* [WORK INSTRUCTION]
Every line in the listing is to be echoed verbatim.

* [RECORD EXCERPTS]
▽

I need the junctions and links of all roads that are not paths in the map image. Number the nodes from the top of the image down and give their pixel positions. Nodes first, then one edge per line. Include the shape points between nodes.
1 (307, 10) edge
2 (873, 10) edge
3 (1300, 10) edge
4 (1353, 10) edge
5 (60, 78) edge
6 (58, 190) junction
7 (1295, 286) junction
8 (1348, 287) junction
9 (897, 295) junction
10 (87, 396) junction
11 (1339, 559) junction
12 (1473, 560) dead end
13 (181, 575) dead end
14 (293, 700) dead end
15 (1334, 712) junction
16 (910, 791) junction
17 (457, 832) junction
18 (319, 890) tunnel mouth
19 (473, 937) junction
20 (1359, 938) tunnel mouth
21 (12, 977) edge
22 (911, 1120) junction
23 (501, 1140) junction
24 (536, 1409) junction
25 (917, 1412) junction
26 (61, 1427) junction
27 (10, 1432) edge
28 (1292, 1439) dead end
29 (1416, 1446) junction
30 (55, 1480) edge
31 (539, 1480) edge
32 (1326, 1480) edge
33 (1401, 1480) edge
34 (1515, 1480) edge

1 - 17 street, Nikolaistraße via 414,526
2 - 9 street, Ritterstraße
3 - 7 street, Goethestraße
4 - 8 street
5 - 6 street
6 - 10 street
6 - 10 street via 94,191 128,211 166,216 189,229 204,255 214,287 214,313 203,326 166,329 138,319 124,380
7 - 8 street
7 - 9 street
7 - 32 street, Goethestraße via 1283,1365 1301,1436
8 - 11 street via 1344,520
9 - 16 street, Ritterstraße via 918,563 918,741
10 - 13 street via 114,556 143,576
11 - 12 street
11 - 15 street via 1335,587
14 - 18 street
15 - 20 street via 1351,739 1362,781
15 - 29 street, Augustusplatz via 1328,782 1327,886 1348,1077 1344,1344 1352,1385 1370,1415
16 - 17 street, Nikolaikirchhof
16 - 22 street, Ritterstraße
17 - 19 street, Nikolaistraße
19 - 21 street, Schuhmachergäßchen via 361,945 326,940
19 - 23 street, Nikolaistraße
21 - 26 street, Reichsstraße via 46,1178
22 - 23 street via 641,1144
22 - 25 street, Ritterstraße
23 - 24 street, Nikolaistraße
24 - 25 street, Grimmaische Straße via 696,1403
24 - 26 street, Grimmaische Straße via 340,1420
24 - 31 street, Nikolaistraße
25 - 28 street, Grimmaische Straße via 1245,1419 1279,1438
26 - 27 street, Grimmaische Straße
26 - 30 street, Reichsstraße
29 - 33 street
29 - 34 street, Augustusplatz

△

* [RESULT OF THIS EXERCISE]
I need the junctions and links of all roads that are not paths in the map image. Number the nodes from the top of the image down and give their pixel positions. Nodes first, then one edge per line. Include the shape points between nodes.
1 (307, 10) edge
2 (873, 10) edge
3 (1300, 10) edge
4 (1353, 10) edge
5 (60, 78) edge
6 (58, 190) junction
7 (1295, 286) junction
8 (1348, 287) junction
9 (897, 295) junction
10 (87, 396) junction
11 (1339, 559) junction
12 (1473, 560) dead end
13 (181, 575) dead end
14 (293, 700) dead end
15 (1334, 712) junction
16 (910, 791) junction
17 (457, 832) junction
18 (319, 890) tunnel mouth
19 (473, 937) junction
20 (1359, 938) tunnel mouth
21 (12, 977) edge
22 (911, 1120) junction
23 (501, 1140) junction
24 (536, 1409) junction
25 (917, 1412) junction
26 (61, 1427) junction
27 (10, 1432) edge
28 (1292, 1439) dead end
29 (1416, 1446) junction
30 (55, 1480) edge
31 (539, 1480) edge
32 (1326, 1480) edge
33 (1401, 1480) edge
34 (1515, 1480) edge

1 - 17 street, Nikolaistraße via 414,526
2 - 9 street, Ritterstraße
3 - 7 street, Goethestraße
4 - 8 street
5 - 6 street
6 - 10 street
6 - 10 street via 94,191 128,211 166,216 189,229 204,255 214,287 214,313 203,326 166,329 138,319 124,380
7 - 8 street
7 - 9 street
7 - 32 street, Goethestraße via 1283,1365 1301,1436
8 - 11 street via 1344,520
9 - 16 street, Ritterstraße via 918,563 918,741
10 - 13 street via 114,556 143,576
11 - 12 street
11 - 15 street via 1335,587
14 - 18 street
15 - 20 street via 1351,739 1362,781
15 - 29 street, Augustusplatz via 1328,782 1327,886 1348,1077 1344,1344 1352,1385 1370,1415
16 - 17 street, Nikolaikirchhof
16 - 22 street, Ritterstraße
17 - 19 street, Nikolaistraße
19 - 21 street, Schuhmachergäßchen via 361,945 326,940
19 - 23 street, Nikolaistraße
21 - 26 street, Reichsstraße via 46,1178
22 - 23 street via 641,1144
22 - 25 street, Ritterstraße
23 - 24 street, Nikolaistraße
24 - 25 street, Grimmaische Straße via 696,1403
24 - 26 street, Grimmaische Straße via 340,1420
24 - 31 street, Nikolaistraße
25 - 28 street, Grimmaische Straße via 1245,1419 1279,1438
26 - 27 street, Grimmaische Straße
26 - 30 street, Reichsstraße
29 - 33 street
29 - 34 street, Augustusplatz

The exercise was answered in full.